The release last week of a corporate disclosure report from Vodafone, which gave a 29-country breakdown of the requests it has received for both retained call data and for intercepts of live calls (phone taps), came as a surprise, both in content and intent.
While many suspected surveillance agencies might have larger scale spying operations than suspected, revelations of special rooms in some countries for agents to sit and listen live to conversations stunned even hardened privacy advocates.

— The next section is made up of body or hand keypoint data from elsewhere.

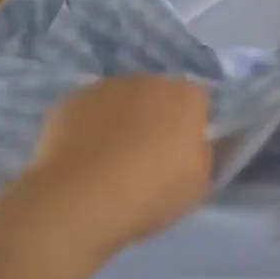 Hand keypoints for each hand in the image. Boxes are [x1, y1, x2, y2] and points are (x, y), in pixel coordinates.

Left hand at [14, 75, 213, 255]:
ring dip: (121, 120)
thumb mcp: (199, 184)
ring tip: (109, 161)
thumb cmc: (151, 191)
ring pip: (121, 100)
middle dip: (155, 118)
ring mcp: (106, 87)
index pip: (198, 101)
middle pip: (158, 95)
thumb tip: (206, 142)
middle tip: (146, 158)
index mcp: (185, 96)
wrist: (81, 198)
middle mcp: (147, 80)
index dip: (191, 126)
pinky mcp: (71, 100)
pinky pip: (89, 111)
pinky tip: (82, 158)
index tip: (182, 154)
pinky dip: (89, 127)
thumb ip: (208, 155) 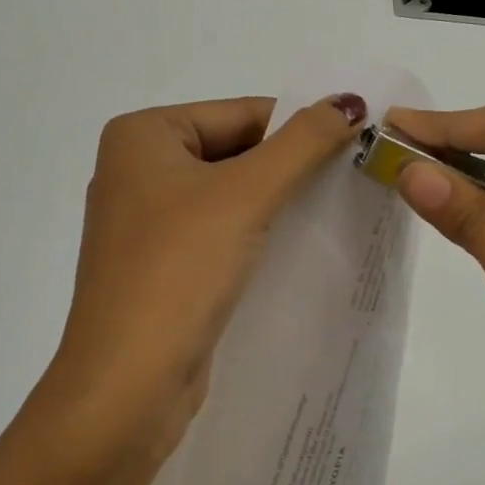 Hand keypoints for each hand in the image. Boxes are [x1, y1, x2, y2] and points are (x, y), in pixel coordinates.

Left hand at [47, 94, 367, 450]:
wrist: (127, 385)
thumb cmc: (180, 270)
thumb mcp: (247, 194)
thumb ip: (303, 142)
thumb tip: (350, 100)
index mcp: (142, 135)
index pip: (241, 113)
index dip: (300, 128)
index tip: (357, 147)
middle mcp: (136, 169)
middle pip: (234, 150)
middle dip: (290, 168)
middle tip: (353, 181)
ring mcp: (144, 222)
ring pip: (228, 194)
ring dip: (276, 202)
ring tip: (334, 212)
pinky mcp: (158, 266)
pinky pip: (217, 232)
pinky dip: (255, 234)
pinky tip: (296, 247) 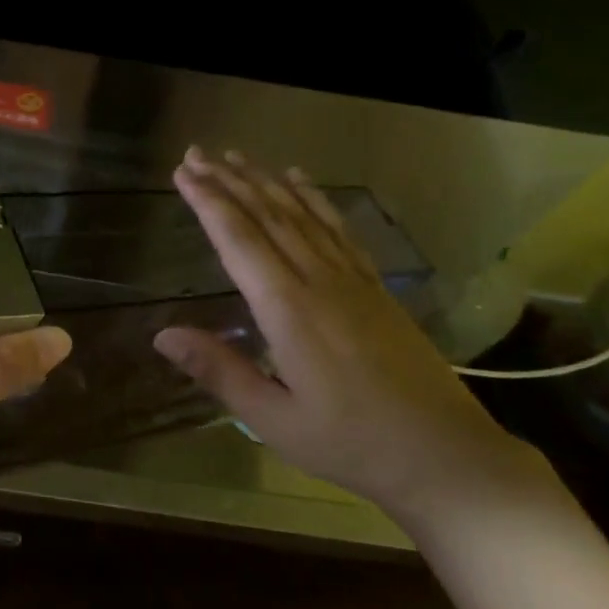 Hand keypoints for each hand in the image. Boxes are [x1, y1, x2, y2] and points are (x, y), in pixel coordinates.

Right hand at [154, 148, 540, 525]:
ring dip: (266, 182)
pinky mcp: (376, 287)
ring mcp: (352, 279)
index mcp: (289, 310)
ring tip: (238, 157)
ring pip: (302, 215)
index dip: (208, 203)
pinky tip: (301, 182)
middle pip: (268, 217)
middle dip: (229, 182)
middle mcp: (319, 281)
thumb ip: (219, 371)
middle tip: (197, 153)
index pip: (239, 241)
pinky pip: (339, 229)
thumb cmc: (351, 443)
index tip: (183, 173)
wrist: (447, 455)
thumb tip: (162, 335)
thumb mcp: (274, 419)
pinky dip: (316, 200) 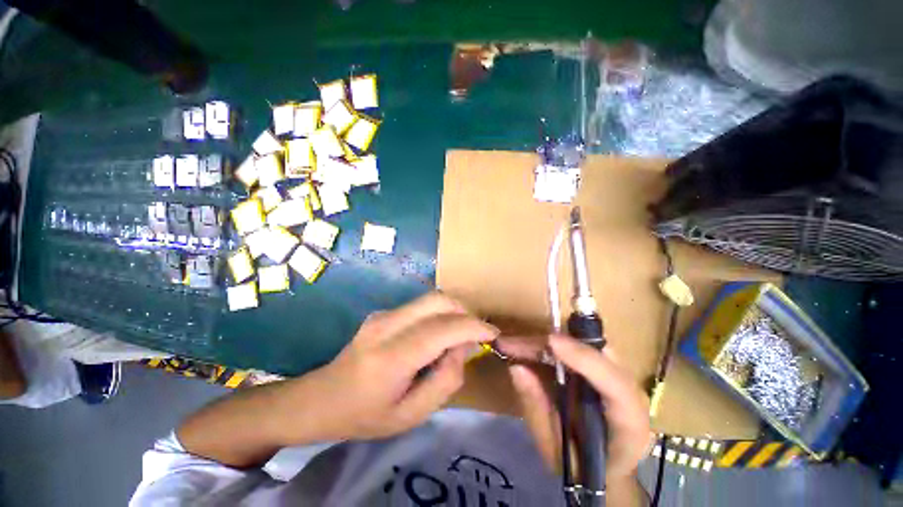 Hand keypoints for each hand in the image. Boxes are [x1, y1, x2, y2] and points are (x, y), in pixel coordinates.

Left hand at [299, 293, 497, 441]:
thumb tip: (463, 347)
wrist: (321, 399)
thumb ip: (445, 380)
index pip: (443, 329)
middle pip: (438, 300)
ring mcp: (382, 314)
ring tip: (458, 336)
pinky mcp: (383, 312)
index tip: (493, 334)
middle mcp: (386, 325)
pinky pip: (420, 306)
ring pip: (431, 299)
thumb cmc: (366, 416)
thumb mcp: (411, 415)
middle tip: (475, 334)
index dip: (474, 326)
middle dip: (465, 312)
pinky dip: (439, 314)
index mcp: (391, 357)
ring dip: (453, 311)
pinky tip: (436, 336)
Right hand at [503, 335, 651, 480]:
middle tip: (510, 345)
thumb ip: (537, 409)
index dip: (584, 359)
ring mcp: (616, 374)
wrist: (605, 469)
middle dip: (549, 344)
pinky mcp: (600, 365)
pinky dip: (547, 346)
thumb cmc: (581, 467)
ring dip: (544, 342)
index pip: (616, 385)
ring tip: (511, 345)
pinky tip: (524, 348)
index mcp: (629, 424)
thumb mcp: (554, 449)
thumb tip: (516, 367)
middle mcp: (629, 391)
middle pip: (593, 353)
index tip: (550, 342)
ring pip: (580, 343)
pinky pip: (573, 346) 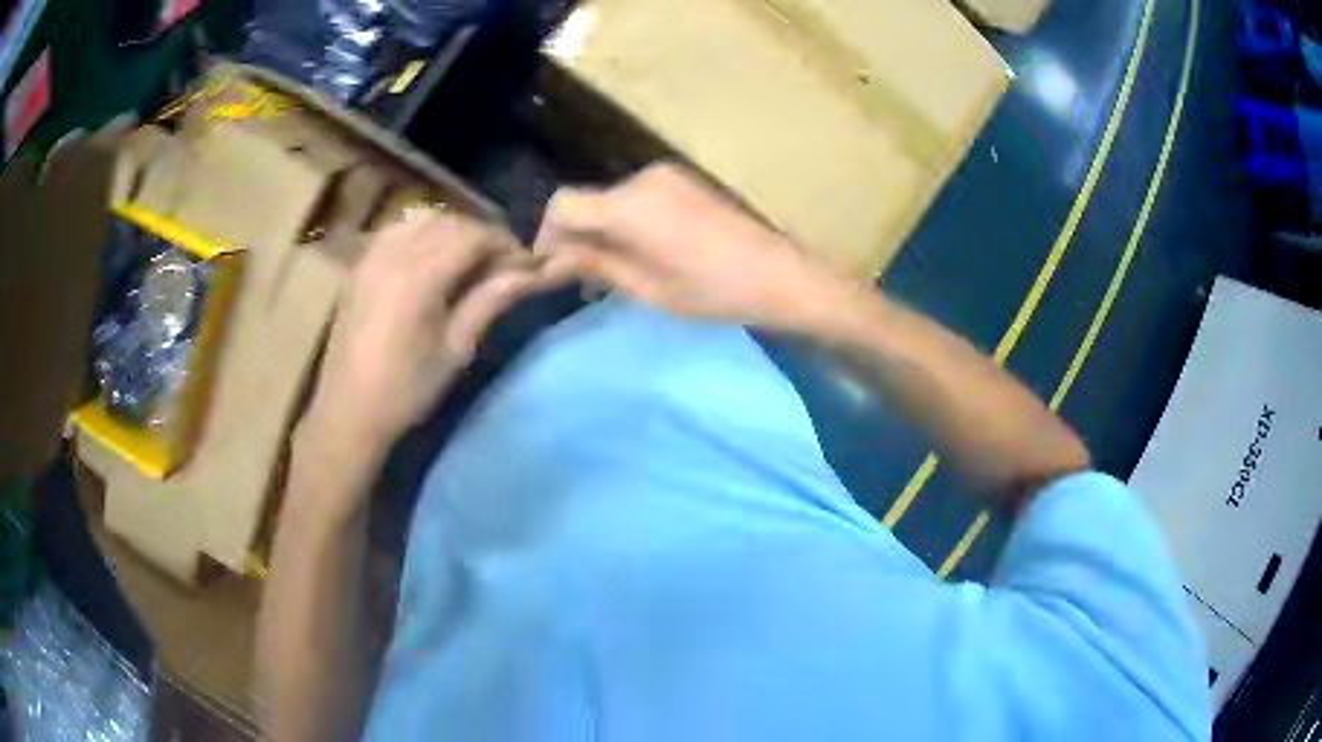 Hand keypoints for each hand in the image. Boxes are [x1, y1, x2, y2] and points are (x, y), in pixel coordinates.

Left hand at [300, 213, 543, 469]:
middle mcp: (394, 255)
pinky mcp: (360, 265)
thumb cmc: (406, 390)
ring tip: (468, 259)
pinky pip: (397, 230)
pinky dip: (422, 233)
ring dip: (452, 230)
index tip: (526, 265)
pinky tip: (431, 257)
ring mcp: (372, 256)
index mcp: (419, 277)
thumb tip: (528, 274)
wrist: (348, 411)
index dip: (505, 244)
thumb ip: (489, 301)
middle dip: (481, 235)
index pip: (473, 236)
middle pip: (449, 222)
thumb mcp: (455, 350)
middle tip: (502, 264)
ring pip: (422, 220)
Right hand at [533, 163, 859, 331]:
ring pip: (611, 200)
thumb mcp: (647, 288)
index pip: (563, 205)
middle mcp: (642, 179)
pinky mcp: (683, 182)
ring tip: (612, 273)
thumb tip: (553, 259)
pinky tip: (640, 253)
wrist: (780, 276)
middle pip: (587, 201)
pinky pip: (637, 199)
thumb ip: (596, 265)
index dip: (547, 235)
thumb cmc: (714, 292)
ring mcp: (666, 177)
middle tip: (580, 280)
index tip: (550, 269)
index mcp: (629, 205)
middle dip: (575, 237)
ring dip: (602, 231)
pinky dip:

But it is the depth and breadth of all activities that shocks. Ireland alone made more than 4,000 access requests in a year. The Department of Justice has released figures suggesting about 10,000 requests are made to all operators for retained data, excluding warrants for live wire taps.
So, 4,132 requests to a single operator gives an indication of the number of warrants plus data requests and suggests a very high number of live taps alongside the retained data requests.
In publishing the report Vodafone will have annoyed many governments and surveillance and investigative agencies – including our own – which would generally prefer that such things be kept quiet.
Nobody was specifically asking Vodafone for this report, so why do it? There's a one-word answer: Snowden.
In the year after his first (and ongoing) explosive revelations about state-conducted mass surveillance, including evidence that many ICT multinationals secretly supplied access to their users’ data, the world’s view of such activities, and of corporate responsibility, has changed.
A shrinking number defend the activities of the US National Security Agency (NSA) and Britain’s GCHQ as a necessary unpleasantness to ensure safety against terrorists. Notably, this included many US Senate and Congress members who shifted position as more and more damning information came out into the open.
On the corporate side, after at first being cautious, companies gradually released more and more data on the number and type of requests they received. Question marks remain over who is telling the true story here, though, as what the companies say has not always aligned with documents released by Snowden. They cannot both be correct.
More transparent
But companies now understand the public expects them to protect their information and be more transparent about who gets access to it and why.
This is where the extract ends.